Start of SOURCE DATA
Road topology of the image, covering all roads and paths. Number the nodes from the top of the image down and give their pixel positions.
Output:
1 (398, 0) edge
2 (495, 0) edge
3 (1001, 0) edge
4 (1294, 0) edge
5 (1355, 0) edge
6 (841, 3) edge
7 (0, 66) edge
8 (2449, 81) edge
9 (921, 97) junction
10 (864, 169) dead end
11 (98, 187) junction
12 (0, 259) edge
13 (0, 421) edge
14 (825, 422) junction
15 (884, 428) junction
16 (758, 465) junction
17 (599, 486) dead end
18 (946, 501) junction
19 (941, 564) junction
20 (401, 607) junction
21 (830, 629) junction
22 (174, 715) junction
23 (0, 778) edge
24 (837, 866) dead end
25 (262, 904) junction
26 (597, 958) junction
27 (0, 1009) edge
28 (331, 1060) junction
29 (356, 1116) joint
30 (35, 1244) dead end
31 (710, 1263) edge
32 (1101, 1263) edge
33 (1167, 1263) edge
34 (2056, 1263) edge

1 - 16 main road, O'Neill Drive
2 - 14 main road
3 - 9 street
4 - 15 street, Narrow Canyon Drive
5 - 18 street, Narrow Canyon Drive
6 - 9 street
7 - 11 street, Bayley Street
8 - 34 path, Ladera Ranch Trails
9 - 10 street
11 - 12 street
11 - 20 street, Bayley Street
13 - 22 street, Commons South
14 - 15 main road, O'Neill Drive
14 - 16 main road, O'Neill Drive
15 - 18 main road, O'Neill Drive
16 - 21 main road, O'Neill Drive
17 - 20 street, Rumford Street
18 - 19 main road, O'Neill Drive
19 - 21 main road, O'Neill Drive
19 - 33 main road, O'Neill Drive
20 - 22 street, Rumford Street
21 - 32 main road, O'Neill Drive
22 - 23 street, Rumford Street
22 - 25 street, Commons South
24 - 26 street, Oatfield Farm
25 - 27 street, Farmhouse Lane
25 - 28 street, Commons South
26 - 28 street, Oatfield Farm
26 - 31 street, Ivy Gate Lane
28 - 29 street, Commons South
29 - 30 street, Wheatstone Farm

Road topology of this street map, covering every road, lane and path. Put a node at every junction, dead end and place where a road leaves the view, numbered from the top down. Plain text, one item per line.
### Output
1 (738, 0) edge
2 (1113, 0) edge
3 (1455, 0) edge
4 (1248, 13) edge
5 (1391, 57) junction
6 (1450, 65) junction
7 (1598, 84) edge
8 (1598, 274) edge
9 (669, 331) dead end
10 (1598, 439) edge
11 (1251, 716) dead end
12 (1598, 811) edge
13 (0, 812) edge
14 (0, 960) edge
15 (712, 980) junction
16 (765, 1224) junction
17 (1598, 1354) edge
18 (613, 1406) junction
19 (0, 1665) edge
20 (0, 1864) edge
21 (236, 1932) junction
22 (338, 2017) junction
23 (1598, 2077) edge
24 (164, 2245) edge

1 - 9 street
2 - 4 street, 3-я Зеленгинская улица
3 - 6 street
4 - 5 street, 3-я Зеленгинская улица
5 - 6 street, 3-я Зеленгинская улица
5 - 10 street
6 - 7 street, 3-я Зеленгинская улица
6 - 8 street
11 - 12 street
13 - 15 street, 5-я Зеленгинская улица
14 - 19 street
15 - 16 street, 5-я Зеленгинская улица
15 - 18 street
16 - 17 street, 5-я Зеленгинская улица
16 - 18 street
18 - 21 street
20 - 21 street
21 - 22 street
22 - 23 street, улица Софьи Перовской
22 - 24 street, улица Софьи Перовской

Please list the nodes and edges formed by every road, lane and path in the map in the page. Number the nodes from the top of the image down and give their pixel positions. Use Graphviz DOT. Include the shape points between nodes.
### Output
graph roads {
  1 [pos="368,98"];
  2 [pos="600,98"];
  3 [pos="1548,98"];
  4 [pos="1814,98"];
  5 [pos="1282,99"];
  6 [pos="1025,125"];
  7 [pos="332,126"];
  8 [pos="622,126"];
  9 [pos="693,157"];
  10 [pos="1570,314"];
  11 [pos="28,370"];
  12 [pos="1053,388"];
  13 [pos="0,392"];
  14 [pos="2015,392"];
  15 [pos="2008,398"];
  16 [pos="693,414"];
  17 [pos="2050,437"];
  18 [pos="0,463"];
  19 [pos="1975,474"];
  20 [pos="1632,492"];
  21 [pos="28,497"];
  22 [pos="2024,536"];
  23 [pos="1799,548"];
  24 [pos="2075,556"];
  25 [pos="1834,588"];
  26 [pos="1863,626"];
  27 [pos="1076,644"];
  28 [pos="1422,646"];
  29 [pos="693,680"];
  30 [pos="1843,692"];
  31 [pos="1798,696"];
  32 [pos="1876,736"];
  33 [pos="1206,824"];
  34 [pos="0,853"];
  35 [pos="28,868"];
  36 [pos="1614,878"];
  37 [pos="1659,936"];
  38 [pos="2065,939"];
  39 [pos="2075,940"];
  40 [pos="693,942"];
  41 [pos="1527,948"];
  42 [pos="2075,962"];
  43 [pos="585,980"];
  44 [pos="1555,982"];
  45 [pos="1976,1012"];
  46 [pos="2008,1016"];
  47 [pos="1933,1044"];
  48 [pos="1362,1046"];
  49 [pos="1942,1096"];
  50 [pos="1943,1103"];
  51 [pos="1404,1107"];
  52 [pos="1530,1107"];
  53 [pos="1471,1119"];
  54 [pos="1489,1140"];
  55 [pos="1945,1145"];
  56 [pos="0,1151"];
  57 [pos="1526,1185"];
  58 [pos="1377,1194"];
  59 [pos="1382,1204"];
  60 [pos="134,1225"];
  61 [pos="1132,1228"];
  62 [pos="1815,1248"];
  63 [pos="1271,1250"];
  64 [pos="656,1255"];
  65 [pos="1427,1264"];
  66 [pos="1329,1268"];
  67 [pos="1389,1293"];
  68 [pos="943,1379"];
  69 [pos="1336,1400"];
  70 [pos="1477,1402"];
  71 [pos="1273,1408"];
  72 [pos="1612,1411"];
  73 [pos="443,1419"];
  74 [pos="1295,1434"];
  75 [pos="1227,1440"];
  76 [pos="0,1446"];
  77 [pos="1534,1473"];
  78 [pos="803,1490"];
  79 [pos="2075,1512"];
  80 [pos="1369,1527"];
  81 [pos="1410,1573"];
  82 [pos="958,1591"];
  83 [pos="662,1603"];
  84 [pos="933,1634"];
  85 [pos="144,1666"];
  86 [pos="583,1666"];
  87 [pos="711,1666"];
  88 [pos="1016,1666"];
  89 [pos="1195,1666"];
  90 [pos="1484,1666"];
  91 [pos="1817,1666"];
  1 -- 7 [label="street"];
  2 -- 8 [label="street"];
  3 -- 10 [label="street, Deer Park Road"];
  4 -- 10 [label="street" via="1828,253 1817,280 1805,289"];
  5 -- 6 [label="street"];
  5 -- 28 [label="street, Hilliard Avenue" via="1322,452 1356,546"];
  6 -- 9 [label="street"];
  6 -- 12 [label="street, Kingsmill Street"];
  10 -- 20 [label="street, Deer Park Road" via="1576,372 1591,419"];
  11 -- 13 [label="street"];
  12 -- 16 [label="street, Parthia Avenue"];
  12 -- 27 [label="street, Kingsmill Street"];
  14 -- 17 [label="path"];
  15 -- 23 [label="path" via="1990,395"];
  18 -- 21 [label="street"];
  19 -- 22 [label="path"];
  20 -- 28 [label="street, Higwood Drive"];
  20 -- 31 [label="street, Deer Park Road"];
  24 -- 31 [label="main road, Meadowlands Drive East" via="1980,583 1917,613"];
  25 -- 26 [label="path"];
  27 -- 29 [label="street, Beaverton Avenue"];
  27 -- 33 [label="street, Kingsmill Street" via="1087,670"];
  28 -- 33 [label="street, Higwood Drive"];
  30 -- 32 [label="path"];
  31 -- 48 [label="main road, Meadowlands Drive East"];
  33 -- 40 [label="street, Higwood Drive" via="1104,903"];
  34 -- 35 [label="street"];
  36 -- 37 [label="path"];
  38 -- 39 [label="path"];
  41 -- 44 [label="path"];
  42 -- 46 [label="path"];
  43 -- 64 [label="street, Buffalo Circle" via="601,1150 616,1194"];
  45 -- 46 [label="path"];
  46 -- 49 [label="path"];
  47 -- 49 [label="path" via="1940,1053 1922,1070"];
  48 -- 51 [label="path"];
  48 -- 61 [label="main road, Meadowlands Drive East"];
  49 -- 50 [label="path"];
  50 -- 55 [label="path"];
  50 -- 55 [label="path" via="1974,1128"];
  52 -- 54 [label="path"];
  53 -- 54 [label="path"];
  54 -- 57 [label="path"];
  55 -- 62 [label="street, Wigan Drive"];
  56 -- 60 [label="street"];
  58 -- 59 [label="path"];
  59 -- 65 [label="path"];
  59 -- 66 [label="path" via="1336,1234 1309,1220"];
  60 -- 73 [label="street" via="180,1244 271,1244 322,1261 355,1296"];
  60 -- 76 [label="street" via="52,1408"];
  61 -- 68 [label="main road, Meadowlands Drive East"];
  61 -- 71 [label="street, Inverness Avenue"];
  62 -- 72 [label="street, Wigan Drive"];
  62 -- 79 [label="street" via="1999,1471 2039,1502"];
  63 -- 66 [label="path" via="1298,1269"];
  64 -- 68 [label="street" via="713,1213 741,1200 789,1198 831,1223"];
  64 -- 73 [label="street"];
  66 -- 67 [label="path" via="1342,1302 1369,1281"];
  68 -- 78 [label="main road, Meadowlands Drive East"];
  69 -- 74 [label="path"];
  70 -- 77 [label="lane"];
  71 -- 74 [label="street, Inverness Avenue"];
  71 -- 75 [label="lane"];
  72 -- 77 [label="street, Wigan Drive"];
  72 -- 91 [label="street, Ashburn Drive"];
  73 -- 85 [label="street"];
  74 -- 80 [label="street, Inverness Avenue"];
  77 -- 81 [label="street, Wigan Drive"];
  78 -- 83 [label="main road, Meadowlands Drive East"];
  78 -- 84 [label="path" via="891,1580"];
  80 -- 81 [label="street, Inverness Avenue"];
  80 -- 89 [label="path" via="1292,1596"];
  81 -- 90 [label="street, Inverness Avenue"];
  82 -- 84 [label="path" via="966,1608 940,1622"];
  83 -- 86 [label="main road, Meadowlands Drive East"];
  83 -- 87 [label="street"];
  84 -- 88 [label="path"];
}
End of SOURCE DATA
Which of the lines above include the word "positions"? List those lines.

_TASK RESPONSE_:
Road topology of the image, covering all roads and paths. Number the nodes from the top of the image down and give their pixel positions.
Please list the nodes and edges formed by every road, lane and path in the map in the page. Number the nodes from the top of the image down and give their pixel positions. Use Graphviz DOT. Include the shape points between nodes.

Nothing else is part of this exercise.